Sengupta notes that most makers of audiophile-grade speakers “try to create the perfect speaker for a specific purpose.”
B&O, however, provides a well-rounded experience whether speakers are used for two-channel audio, ambient music or surround sound.
Some models include sensors that let the sound “follow” the listener; others allow presets for aiming audio straight at the sweet spot or other areas in a space. Sound can be dispersed narrowly, broadly or, in the case of the top-of-the-line BeoLab 90 speakers, somewhere in between.

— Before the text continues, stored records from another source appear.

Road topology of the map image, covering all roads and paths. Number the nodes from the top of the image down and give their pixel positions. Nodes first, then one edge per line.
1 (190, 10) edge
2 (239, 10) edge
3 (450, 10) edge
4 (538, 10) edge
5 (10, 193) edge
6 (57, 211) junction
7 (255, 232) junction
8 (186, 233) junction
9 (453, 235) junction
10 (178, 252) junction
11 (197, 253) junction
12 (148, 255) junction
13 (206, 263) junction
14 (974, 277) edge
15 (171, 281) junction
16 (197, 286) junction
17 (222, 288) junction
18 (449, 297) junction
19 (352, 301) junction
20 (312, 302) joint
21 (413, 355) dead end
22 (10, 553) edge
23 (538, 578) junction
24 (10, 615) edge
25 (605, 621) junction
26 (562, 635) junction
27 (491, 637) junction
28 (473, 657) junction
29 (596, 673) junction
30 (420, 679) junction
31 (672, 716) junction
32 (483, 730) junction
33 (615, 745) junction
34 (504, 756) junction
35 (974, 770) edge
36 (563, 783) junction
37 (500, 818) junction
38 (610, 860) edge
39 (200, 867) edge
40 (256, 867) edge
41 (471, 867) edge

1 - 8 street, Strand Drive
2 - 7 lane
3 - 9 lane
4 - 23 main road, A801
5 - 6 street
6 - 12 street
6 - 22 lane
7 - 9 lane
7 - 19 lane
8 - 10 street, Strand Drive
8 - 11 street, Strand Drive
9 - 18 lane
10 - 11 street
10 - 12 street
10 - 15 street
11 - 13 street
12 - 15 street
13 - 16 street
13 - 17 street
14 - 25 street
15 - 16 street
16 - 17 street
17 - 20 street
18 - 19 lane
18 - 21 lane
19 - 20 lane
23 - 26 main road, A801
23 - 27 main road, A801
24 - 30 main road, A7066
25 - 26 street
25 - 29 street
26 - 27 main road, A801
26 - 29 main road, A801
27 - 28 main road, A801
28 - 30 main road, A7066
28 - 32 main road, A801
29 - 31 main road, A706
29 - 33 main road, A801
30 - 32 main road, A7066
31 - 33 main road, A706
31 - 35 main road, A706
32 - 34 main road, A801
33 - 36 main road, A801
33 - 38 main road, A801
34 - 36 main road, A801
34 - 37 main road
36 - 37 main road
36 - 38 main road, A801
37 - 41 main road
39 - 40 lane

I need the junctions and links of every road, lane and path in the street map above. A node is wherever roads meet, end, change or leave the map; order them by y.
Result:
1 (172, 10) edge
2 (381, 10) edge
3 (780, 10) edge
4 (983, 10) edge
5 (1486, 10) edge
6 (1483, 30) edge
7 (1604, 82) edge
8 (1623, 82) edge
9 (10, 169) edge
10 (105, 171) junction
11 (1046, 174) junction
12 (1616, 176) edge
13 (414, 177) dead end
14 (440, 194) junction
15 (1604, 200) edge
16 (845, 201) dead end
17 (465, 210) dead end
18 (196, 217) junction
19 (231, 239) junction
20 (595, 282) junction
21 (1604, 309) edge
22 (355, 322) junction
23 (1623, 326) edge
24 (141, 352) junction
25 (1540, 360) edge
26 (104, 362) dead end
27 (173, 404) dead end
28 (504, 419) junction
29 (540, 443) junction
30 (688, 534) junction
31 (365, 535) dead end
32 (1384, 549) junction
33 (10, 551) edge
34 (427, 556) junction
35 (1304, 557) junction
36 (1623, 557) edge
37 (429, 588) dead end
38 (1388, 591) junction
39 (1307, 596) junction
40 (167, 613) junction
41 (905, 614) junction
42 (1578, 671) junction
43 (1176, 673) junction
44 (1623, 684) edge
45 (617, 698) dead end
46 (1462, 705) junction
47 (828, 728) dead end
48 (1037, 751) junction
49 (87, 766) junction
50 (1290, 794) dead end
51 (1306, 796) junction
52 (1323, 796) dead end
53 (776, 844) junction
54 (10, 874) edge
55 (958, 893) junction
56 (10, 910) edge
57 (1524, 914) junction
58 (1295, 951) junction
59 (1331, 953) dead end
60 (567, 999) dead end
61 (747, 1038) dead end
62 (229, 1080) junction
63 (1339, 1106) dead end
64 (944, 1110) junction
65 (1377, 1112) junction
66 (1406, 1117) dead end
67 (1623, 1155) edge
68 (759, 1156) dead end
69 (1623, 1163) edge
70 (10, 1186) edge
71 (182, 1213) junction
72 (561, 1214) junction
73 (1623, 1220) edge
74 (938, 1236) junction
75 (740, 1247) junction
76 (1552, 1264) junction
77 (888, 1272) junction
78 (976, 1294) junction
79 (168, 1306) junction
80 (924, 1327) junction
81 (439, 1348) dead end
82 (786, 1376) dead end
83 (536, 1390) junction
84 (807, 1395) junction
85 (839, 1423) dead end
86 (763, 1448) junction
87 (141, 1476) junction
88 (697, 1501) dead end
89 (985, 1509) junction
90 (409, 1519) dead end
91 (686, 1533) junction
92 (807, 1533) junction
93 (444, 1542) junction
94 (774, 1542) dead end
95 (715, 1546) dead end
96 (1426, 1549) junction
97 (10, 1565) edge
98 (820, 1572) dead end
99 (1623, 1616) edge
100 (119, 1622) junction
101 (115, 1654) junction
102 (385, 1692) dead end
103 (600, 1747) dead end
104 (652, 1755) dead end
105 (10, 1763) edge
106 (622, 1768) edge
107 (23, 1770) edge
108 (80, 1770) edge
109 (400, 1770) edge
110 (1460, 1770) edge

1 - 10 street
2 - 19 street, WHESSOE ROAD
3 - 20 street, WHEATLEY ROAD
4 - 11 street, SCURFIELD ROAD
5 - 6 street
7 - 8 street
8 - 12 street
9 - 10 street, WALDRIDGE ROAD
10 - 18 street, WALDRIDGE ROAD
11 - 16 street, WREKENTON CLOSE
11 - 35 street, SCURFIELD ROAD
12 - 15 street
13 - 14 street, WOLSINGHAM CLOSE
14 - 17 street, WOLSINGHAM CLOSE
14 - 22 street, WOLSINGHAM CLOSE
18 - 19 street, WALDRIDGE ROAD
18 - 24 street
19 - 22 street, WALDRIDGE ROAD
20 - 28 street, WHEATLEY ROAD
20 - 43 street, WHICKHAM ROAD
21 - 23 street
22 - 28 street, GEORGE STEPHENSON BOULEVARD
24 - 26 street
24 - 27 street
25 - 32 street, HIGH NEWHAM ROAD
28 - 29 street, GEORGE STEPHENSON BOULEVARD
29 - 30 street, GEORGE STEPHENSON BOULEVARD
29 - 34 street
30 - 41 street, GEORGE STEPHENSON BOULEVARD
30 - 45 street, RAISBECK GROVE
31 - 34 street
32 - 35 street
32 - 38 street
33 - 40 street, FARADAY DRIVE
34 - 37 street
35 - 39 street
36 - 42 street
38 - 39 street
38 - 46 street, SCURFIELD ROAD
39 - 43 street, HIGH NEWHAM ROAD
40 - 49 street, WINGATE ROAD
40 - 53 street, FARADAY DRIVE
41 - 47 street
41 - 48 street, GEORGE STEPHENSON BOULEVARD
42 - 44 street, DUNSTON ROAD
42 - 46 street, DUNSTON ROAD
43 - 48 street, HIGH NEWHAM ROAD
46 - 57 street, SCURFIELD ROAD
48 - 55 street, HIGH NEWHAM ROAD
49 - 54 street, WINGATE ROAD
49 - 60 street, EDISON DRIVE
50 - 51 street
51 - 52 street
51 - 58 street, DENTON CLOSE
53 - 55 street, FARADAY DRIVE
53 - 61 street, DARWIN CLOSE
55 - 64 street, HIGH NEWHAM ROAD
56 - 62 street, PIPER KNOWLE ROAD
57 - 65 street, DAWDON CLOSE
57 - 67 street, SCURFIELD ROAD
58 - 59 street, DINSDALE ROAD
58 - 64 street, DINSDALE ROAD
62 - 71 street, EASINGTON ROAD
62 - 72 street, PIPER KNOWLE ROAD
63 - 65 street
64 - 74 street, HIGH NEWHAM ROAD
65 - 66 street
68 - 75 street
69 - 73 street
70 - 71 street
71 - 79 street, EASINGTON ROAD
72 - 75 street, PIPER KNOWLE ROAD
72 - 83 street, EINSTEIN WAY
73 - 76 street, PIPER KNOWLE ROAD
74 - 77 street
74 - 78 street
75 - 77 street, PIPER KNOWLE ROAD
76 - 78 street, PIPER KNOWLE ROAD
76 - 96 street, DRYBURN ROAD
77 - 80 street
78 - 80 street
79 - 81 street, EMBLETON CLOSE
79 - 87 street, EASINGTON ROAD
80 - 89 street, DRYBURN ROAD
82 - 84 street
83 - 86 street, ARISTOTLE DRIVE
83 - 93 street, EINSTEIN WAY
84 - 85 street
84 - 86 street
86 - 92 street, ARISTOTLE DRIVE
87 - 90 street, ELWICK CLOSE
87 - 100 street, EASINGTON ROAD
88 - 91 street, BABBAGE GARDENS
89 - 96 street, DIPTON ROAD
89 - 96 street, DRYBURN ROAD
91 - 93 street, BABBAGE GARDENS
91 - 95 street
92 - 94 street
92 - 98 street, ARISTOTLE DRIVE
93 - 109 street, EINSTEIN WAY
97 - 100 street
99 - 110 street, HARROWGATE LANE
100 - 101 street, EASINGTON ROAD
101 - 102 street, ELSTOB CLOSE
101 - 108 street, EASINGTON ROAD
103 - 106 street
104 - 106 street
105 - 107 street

A lively demo in B&Os semi-anechoic chamber (an oxymoron?) revealed how the company tones its speakers to accommodate off-axis listening.
Ramirez liked what he saw. And heard.
“There’s no need for the perfect room or layout. In South Florida, you don’t have the perfect room,” he said, noting the wide-open spaces, hard surfaces and ubiquitous glass found in many area homes.
Who Wouldn’t Want to be a B&O Dealer?!
You’ve got the prestige brand, the protected margins, the limited distribution, the high style, and rock-solid products supported with stellar service in the field. And now there’s a dedicated program for the custom installation channel.
Why wouldn’t every integrator flock to the line?
For starters, B&O has been light on marketing in the U.S. custom-installation channel. Even if integrators know the brand, most don’t seem aware of the newish dealer program.
Sr. Manager, System Solutions
But many who admire the brand nevertheless dismiss it as a product line that doesn’t play well with others.
That objection may have been valid in the past – B&O has employed a proprietary BeoLink platform since around 1982 – but it’s a fallacy today.
“Since we built control in the 1980s, there wasn’t integration,” says Brian Bjørn Hansen, senior manager, System Solutions. “When the industry started to do linked systems, we had our own proprietary technology. That’s still the perception.”
Today, however, “B&O is completely open,” Hansen says. “We showed at CEDIA how easy it is to integrate.”
In 2014, B&O launched the BeoLink Gateway to bridge its platform with third-party control systems. By 2016, B&O products enjoyed two-way communications with Crestron, Control4 and Savant, as well as KNX, IFTTT and others. More integrations are coming.
The integration, furthermore, goes both ways. The BeoLink SmartHome control system, enabled by the Gateway, is a home automation system in its own right, compatible with most of the popular subsystems in virtually every home-technology category.
But that’s another story to be published in a week or so.
Meanwhile, B&O Professional dealers like Ramirez have attracted “new customers because we introduced the product.”
The consensus of the group was that they would sell even more goods after the Denmark trip.
“We now have a story to tell,” Sengupta says.